PUB • CONTINUE A LER A SEGUIR

A primeira proposta vinculativa da Atlantic Gateway (AG), de 15 de maio de 2015,  referia que a empresa tinha a intenção de cumprir com os montantes de capitalização propostos comprando, por 150 milhões de dólares, um contrato de 12 aviões A350 à TAP. “Esta intenção não permitiu que a proposta pudesse ser aceite”, disse Pires de Lima. A AG julgava que esse valor podia entrar como capitalização mas o Governo entendeu que não era aceitável. “O contrato transitava para eles, era a compra de um ativo da TAP”. Na proposta melhorada, apresentada em junho, a capitalização “era assumida em termos claros”, e os 150 milhões de dólares mais 167 milhões de euros que não estavam condicionados à compra daquele contrato. “Entendemos que a proposta, no que dizia respeito à capitalização, cumpria os requisitos necessários para ser aceite. Era mais forte que a do consórcio concorrente”.

Depois disso, explicou Pires de Lima, na segunda quinzena de setembro, o secretário de Estado Sérgio Monteiro informou que a AG manifestou a intenção de usar fundos da Airbus para proceder à quase totalidade das responsabilidades de capitalização inscritas no contrato. O Governo tentou “perceber” a operação, sabendo que os fundos “não podiam nunca” ser financiados pela TAP. “Não podiam significar um custo maior que os 53 aviões que a TAP ia comprar”. Se isso não fosse garantido, a operação não tinha condições de ser aprovada.

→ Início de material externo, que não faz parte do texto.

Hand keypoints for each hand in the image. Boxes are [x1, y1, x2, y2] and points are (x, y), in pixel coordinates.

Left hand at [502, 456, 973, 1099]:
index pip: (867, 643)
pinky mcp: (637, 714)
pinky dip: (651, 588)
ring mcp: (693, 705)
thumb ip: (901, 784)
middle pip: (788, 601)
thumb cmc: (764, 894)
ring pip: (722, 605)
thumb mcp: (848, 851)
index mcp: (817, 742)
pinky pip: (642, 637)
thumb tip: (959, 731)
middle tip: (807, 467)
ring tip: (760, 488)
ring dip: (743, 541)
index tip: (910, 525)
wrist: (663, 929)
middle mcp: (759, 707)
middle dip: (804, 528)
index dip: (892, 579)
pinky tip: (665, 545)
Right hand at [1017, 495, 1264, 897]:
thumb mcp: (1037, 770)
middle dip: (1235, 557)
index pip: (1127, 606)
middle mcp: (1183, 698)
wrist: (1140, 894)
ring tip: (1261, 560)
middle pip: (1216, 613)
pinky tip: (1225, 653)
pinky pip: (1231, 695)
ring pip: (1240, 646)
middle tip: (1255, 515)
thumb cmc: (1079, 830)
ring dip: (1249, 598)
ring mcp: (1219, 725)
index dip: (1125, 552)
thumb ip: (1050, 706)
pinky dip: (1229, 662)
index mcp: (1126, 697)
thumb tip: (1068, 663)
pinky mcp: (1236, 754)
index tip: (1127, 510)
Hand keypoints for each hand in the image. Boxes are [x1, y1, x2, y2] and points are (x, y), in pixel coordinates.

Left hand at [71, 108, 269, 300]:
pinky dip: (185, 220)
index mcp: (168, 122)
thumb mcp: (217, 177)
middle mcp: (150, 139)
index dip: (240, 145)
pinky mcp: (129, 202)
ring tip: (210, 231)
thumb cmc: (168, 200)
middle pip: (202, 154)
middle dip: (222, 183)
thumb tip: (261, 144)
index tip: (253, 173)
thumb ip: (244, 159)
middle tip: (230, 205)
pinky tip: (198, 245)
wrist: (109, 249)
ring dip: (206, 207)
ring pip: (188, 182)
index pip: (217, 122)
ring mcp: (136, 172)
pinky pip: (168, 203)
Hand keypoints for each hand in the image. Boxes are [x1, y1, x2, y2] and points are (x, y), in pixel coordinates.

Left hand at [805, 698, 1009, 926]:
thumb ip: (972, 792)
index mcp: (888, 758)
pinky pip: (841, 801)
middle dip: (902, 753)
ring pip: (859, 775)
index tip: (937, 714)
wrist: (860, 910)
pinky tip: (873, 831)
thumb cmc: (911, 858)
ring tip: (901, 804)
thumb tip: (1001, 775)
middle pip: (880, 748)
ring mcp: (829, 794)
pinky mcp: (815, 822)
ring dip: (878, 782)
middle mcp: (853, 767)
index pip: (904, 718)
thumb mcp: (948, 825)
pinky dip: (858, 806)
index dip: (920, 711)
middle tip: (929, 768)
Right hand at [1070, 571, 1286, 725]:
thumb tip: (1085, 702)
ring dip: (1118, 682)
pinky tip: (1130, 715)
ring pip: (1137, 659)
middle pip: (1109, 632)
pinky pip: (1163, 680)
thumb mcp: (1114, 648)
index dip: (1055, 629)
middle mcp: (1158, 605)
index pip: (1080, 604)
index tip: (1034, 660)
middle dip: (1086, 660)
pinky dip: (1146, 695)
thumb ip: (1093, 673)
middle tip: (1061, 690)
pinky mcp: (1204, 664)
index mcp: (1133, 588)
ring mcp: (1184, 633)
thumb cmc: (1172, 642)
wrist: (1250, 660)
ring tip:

Mas quando proposta passou a formal, “trazia elementos que considerámos importantes”. Nomeadamente, uma carta da Airbus que dava nota que a “contribuição” que dava à empresa de Neeleman, a DGN, “acontecia pela confiança que tinha com o empresário há muitos anos e não punha em causa a entrega dos aviões à TAP” ao valor de mercado justo. “A TAP não seria prejudicada”, adiantou.

Além das cartas assinadas por Humberto Pedrosa e pela DGN sobre a bondade da operação, havia nove avaliações que apontavam para um valor de compra dos aviões pela TAP “até ligeiramente abaixo” do valor de mercado. “Não acredito que uma empresa com as responsabilidades da Airbus e que empresários como Neeleman e Pedrosa se estivessem a conluiar para enganar o Estado português”, sublinha.

Ao longo dos anos, reforçou Pires de Lima, a compra dos aviões e os seus valores “foi sendo confirmada pelas administrações da TAP, e nunca foi questionada pela estrutura interna da TAP”. “Continuo convencidíssimo que o negócio foi feito a preços de mercado. A TAP não foi prejudicada, foi capitalizada em 226 milhões de euros e com isso concretizou um projeto de crescimento que durou até 2019”. A TAP, crê, “não comprou os aviões mais caros”. O dinheiro “era da Airbus que acedeu ceder a Neeleman face à magnitude da compra. Beneficiou a Airbus, Neeleman e muito a TAP”.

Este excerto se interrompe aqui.